Cell. 2000 Sep 15;102(6):817-26. doi: 10.1016/s0092-8674(00)00070-2.
Accurate chromatid separation is monitored by a checkpoint mechanism that delays anaphase onset until all centromeres are correctly attached to the mitotic spindle. Using Xenopus egg extracts, the kinetochore-associated microtubule motor protein CENP-E is now found to be required for establishing and maintaining this checkpoint. When CENP-E function is disrupted by immunodepletion or antibody addition, extracts fail to arrest in response to spindle damage. Mitotic arrest can be restored by addition of high levels of soluble MAD2, demonstrating that the absence of CENP-E eliminates kinetochore-dependent signaling but not the downstream steps in checkpoint signal transduction. Because it directly binds both to spindle microtubules and to the kinetochore-associated checkpoint kinase BUBR1, CENP-E is a central component in the vertebrate checkpoint that modulates signaling activity in a microtubule-dependent manner.

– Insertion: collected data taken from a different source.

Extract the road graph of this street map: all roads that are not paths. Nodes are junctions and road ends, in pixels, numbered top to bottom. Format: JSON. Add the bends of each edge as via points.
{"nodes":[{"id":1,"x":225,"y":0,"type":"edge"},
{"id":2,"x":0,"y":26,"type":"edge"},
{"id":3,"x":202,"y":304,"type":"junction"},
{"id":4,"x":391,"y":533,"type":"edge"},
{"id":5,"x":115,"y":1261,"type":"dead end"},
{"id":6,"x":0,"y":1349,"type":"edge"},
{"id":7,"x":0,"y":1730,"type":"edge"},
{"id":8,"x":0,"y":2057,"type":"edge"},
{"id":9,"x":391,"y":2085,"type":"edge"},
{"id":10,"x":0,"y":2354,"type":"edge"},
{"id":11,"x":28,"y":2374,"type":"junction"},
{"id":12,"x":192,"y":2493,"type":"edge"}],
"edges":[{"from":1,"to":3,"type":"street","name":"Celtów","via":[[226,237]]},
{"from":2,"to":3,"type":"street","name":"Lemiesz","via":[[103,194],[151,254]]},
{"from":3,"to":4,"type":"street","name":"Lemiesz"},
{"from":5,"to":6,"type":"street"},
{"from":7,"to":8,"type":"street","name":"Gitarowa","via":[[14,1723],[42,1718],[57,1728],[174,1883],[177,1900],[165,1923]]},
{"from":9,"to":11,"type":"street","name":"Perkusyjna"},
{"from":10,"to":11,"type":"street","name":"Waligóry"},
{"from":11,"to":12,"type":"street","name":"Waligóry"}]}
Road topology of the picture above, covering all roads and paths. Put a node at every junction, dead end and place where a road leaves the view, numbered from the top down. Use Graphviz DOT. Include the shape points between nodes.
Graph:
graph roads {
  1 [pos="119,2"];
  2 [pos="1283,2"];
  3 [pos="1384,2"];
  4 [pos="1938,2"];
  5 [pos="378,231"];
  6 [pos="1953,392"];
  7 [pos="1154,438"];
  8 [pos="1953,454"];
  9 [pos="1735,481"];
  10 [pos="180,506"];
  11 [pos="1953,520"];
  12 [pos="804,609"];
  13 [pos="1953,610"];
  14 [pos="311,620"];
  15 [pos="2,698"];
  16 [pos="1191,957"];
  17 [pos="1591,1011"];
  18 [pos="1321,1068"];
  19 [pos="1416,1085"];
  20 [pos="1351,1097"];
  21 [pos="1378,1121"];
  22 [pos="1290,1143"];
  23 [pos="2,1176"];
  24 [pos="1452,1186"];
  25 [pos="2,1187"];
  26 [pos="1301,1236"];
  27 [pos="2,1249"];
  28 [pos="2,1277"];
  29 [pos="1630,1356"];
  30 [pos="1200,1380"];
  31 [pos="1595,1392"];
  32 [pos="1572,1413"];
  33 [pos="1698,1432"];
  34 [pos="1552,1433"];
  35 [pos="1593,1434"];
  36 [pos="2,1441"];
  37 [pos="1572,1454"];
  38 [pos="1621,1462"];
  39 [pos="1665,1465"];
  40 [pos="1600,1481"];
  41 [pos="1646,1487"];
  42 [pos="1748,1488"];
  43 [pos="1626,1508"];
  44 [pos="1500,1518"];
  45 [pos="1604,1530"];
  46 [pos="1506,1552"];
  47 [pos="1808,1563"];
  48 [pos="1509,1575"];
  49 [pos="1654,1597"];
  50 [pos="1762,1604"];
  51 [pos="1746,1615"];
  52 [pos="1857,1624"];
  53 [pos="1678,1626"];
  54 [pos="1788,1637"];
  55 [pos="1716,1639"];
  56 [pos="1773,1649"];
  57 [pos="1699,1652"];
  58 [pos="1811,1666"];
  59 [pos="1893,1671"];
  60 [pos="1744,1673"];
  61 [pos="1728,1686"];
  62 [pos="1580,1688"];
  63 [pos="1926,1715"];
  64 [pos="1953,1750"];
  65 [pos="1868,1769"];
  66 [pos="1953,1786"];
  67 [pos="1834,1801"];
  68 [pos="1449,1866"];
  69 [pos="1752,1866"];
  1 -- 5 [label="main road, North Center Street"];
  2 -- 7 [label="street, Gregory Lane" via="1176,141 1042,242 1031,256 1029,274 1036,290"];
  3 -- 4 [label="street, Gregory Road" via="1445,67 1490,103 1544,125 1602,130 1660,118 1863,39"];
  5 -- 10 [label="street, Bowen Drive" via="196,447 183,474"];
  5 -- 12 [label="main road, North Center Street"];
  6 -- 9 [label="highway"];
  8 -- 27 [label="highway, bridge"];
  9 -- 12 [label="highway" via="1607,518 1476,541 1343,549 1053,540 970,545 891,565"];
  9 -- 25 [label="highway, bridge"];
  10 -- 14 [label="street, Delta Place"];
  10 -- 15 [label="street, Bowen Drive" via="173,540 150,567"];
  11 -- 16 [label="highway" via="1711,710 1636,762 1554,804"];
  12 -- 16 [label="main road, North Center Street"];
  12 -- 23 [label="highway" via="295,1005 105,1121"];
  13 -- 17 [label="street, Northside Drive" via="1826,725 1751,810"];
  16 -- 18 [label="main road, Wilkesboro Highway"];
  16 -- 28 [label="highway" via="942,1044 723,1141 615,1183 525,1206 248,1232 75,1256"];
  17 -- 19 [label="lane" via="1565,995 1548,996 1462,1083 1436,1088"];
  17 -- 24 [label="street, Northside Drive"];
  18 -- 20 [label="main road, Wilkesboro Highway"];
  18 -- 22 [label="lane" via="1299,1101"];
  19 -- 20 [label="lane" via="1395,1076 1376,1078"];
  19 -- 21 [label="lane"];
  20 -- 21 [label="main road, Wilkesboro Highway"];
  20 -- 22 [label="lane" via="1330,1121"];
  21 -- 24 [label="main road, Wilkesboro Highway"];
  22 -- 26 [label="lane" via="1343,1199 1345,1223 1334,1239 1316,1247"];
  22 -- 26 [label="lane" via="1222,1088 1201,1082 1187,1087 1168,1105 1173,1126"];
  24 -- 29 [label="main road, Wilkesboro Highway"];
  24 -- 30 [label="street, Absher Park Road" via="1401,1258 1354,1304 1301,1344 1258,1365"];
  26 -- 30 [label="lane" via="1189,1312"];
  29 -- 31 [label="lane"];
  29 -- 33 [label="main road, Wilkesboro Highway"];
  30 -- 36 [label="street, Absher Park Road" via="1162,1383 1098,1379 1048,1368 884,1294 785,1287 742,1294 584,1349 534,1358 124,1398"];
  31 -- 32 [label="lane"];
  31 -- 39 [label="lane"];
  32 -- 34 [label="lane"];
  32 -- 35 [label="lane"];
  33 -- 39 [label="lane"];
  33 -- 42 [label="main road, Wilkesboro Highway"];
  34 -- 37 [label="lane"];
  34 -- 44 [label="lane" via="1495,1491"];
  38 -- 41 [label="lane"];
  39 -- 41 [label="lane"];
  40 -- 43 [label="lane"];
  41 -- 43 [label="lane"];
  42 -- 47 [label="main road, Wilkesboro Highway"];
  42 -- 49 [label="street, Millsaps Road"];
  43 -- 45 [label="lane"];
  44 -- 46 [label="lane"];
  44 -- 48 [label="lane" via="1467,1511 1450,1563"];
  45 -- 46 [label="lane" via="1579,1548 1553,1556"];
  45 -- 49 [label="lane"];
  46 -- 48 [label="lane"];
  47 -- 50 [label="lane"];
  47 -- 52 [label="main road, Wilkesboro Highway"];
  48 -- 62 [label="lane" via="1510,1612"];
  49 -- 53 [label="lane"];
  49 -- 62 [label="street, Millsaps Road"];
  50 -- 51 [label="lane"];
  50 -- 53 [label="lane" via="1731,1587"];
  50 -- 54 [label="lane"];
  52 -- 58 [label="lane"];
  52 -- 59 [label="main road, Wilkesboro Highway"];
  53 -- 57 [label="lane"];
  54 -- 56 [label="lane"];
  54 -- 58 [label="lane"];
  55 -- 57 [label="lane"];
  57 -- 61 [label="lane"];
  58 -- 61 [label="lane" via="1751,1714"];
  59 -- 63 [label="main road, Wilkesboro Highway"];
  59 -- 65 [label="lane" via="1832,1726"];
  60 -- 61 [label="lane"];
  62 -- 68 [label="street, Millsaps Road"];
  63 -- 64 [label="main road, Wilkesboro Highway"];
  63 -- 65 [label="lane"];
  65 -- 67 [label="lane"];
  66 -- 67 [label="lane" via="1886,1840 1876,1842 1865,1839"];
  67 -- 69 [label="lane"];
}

一种检查点机制会监测染色单体的精确分离,该机制会延迟后期开始,直到所有着丝粒都正确附着到有丝分裂纺锤体上。利用非洲爪蟾卵提取物,现已发现着丝粒相关的微管运动蛋白CENP-E是建立和维持该检查点所必需的。当通过免疫去除或添加抗体破坏CENP-E功能时,提取物无法响应纺锤体损伤而停滞。通过添加高水平的可溶性MAD2可恢复有丝分裂停滞,这表明CENP-E的缺失消除了着丝粒依赖性信号传导,但并未消除检查点信号转导的下游步骤。由于CENP-E直接与纺锤体微管以及着丝粒相关的检查点激酶BUBR1结合,因此它是脊椎动物检查点中的核心成分,该检查点以微管依赖性方式调节信号传导活性。